■ **Input**
==================================================

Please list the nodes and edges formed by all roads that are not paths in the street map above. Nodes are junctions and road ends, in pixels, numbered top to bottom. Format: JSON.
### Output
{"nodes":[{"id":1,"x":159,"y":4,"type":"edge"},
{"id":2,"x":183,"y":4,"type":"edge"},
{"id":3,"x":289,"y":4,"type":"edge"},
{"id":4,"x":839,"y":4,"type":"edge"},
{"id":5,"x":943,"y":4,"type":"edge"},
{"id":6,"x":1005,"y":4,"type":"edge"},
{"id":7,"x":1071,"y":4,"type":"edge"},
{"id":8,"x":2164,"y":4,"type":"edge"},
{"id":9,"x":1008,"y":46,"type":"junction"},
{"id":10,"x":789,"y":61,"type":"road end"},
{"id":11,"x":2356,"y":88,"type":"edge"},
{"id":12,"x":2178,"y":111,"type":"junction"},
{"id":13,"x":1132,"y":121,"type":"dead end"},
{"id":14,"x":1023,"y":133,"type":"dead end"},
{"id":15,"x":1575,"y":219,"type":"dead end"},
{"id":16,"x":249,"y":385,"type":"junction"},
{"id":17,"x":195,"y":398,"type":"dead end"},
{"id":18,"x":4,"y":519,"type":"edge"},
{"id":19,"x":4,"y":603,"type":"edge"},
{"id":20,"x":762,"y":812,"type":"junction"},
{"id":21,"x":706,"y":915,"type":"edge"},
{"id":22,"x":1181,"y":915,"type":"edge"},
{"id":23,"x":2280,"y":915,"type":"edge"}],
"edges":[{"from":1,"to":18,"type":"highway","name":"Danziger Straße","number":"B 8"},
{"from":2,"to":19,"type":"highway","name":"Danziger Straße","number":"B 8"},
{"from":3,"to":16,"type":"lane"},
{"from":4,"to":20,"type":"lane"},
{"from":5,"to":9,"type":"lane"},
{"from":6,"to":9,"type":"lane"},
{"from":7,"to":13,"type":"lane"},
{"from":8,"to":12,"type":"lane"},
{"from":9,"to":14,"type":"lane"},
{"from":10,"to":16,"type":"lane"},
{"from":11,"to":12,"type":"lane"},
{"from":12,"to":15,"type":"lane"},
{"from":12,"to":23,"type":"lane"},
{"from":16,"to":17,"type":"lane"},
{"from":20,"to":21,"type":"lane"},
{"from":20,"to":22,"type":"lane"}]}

==================================================

■ **Problem details**
Once you have found every line in the listing that holds the string "name", copy each of them.

■ **Answer to the problem**
"edges":[{"from":1,"to":18,"type":"highway","name":"Danziger Straße","number":"B 8"},
{"from":2,"to":19,"type":"highway","name":"Danziger Straße","number":"B 8"},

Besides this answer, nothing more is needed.